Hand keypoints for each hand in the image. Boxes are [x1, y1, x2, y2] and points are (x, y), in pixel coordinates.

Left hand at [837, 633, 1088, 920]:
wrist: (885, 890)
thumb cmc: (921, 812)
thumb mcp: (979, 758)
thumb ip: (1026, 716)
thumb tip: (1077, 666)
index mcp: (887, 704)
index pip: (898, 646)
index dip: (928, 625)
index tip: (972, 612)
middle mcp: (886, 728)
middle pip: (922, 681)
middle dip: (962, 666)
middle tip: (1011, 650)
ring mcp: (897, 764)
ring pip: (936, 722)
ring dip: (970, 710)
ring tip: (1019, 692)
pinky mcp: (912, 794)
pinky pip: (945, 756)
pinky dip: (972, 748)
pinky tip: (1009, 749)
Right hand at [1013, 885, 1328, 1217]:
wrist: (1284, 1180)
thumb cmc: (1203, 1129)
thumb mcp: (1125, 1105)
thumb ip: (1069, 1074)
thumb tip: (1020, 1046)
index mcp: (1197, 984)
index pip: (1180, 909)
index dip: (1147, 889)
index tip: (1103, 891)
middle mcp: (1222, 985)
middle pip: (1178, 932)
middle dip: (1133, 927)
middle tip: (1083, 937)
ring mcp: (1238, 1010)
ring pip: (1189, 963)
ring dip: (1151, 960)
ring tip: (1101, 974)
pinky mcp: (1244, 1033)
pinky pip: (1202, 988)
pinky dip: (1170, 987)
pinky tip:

▶ **WHAT YOU HAVE TO DO**
All lines from the one with "ring mcp: (897, 764)" through the final line of the listing above are to be restated word for word; the lines before it are left out.

▶ **RESPONSE BELOW**
ring mcp: (897, 764)
ring pip: (936, 722)
ring dip: (970, 710)
ring tip: (1019, 692)
pinky mcp: (912, 794)
pinky pip: (945, 756)
pinky dip: (972, 748)
pinky tip: (1009, 749)
Right hand at [1013, 885, 1328, 1217]:
wrist: (1284, 1180)
thumb cmc: (1203, 1129)
thumb mcp: (1125, 1105)
thumb ip: (1069, 1074)
thumb tip: (1020, 1046)
index mcp: (1197, 984)
index pip: (1180, 909)
index dip: (1147, 889)
index tip: (1103, 891)
middle mcp: (1222, 985)
middle pip: (1178, 932)
middle dip: (1133, 927)
middle tip: (1083, 937)
ring mcp: (1238, 1010)
ring pip: (1189, 963)
ring dip: (1151, 960)
ring tip: (1101, 974)
pinky mcp: (1244, 1033)
pinky pip: (1202, 988)
pinky dip: (1170, 987)
pinky tip:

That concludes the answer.